§ **WHAT IS REQUIRED**: Leave out the pictures and repeat the entries below verbatim.

(Saved data entries)
————

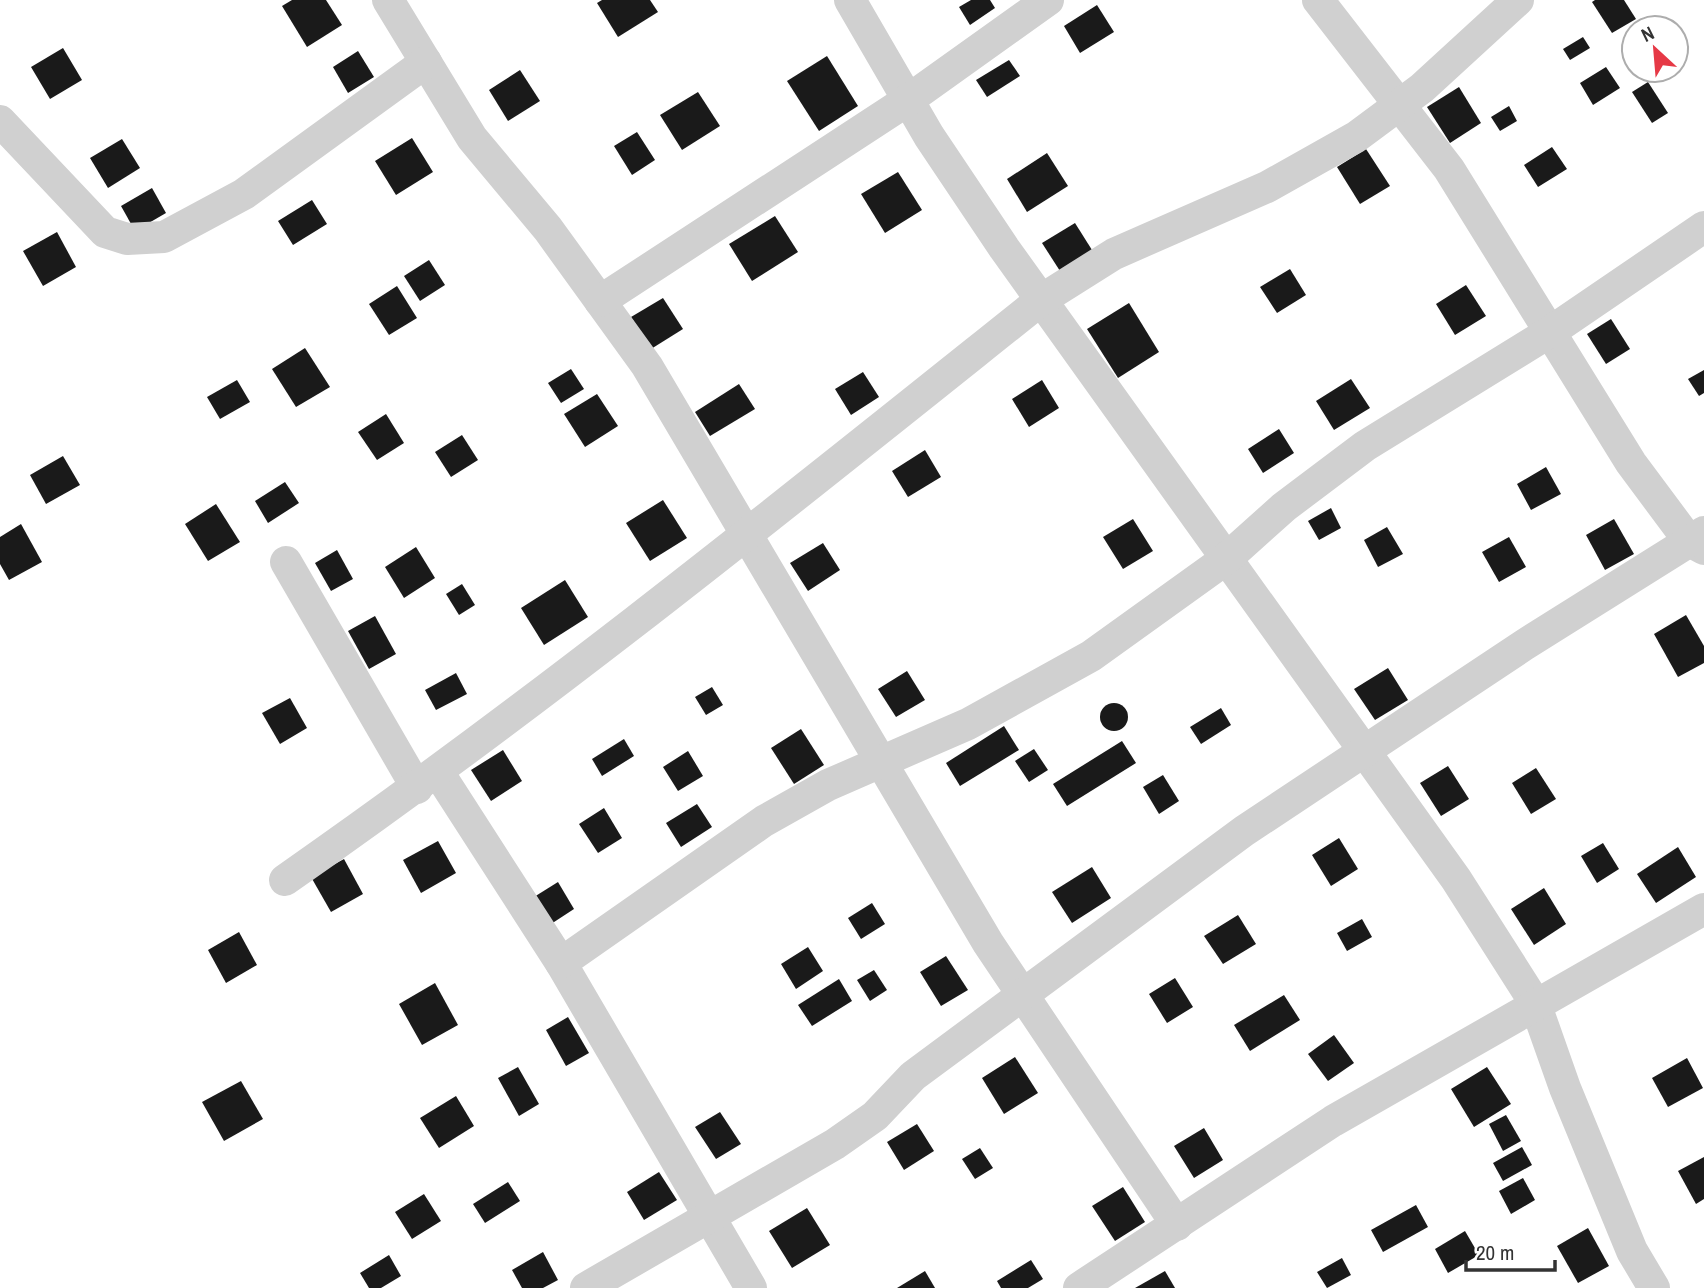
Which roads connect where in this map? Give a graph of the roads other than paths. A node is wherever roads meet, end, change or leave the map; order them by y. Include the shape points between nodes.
1 (387, 0) edge
2 (850, 0) edge
3 (1048, 0) edge
4 (1318, 0) edge
5 (1518, 0) edge
6 (426, 62) junction
7 (908, 100) junction
8 (1399, 104) junction
9 (0, 121) edge
10 (1704, 228) edge
11 (1041, 300) junction
12 (600, 301) junction
13 (1550, 332) junction
14 (747, 534) junction
15 (1699, 541) edge
16 (1226, 559) junction
17 (286, 562) dead end
18 (1363, 752) junction
19 (881, 763) junction
20 (427, 780) junction
21 (285, 880) dead end
22 (1704, 909) edge
23 (561, 962) junction
24 (1023, 997) junction
25 (1535, 1003) junction
26 (710, 1215) junction
27 (1177, 1224) junction
28 (586, 1288) edge
29 (751, 1288) edge
30 (1079, 1288) edge
31 (1654, 1288) edge

1 - 6 street
2 - 7 street
3 - 7 street
4 - 8 street
5 - 8 street via 1473,44
6 - 9 street via 244,194 164,237 127,239 105,232
6 - 12 street via 472,138 548,229
7 - 11 street
7 - 12 street
8 - 11 street via 1356,137 1268,187 1114,254
8 - 13 street via 1449,169
10 - 13 street
11 - 14 street
11 - 16 street
12 - 14 street via 647,366
13 - 15 street via 1631,463
13 - 16 street via 1365,446 1284,507
14 - 19 street
14 - 20 street
15 - 18 street via 1524,645
16 - 18 street
16 - 19 street via 1091,656 968,724
17 - 20 street
18 - 24 street via 1244,831
18 - 25 street via 1456,879
19 - 23 street via 828,785 764,821
19 - 24 street
20 - 21 street
20 - 23 street
22 - 25 street
23 - 26 street
24 - 26 street via 913,1076 875,1116 835,1144
24 - 27 street
25 - 27 street via 1333,1121
25 - 31 street via 1627,1238
26 - 28 street
26 - 29 street
27 - 30 street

————

§ **RESULT**:
Which roads connect where in this map? Give a graph of the roads other than paths. A node is wherever roads meet, end, change or leave the map; order them by y. Include the shape points between nodes.
1 (387, 0) edge
2 (850, 0) edge
3 (1048, 0) edge
4 (1318, 0) edge
5 (1518, 0) edge
6 (426, 62) junction
7 (908, 100) junction
8 (1399, 104) junction
9 (0, 121) edge
10 (1704, 228) edge
11 (1041, 300) junction
12 (600, 301) junction
13 (1550, 332) junction
14 (747, 534) junction
15 (1699, 541) edge
16 (1226, 559) junction
17 (286, 562) dead end
18 (1363, 752) junction
19 (881, 763) junction
20 (427, 780) junction
21 (285, 880) dead end
22 (1704, 909) edge
23 (561, 962) junction
24 (1023, 997) junction
25 (1535, 1003) junction
26 (710, 1215) junction
27 (1177, 1224) junction
28 (586, 1288) edge
29 (751, 1288) edge
30 (1079, 1288) edge
31 (1654, 1288) edge

1 - 6 street
2 - 7 street
3 - 7 street
4 - 8 street
5 - 8 street via 1473,44
6 - 9 street via 244,194 164,237 127,239 105,232
6 - 12 street via 472,138 548,229
7 - 11 street
7 - 12 street
8 - 11 street via 1356,137 1268,187 1114,254
8 - 13 street via 1449,169
10 - 13 street
11 - 14 street
11 - 16 street
12 - 14 street via 647,366
13 - 15 street via 1631,463
13 - 16 street via 1365,446 1284,507
14 - 19 street
14 - 20 street
15 - 18 street via 1524,645
16 - 18 street
16 - 19 street via 1091,656 968,724
17 - 20 street
18 - 24 street via 1244,831
18 - 25 street via 1456,879
19 - 23 street via 828,785 764,821
19 - 24 street
20 - 21 street
20 - 23 street
22 - 25 street
23 - 26 street
24 - 26 street via 913,1076 875,1116 835,1144
24 - 27 street
25 - 27 street via 1333,1121
25 - 31 street via 1627,1238
26 - 28 street
26 - 29 street
27 - 30 street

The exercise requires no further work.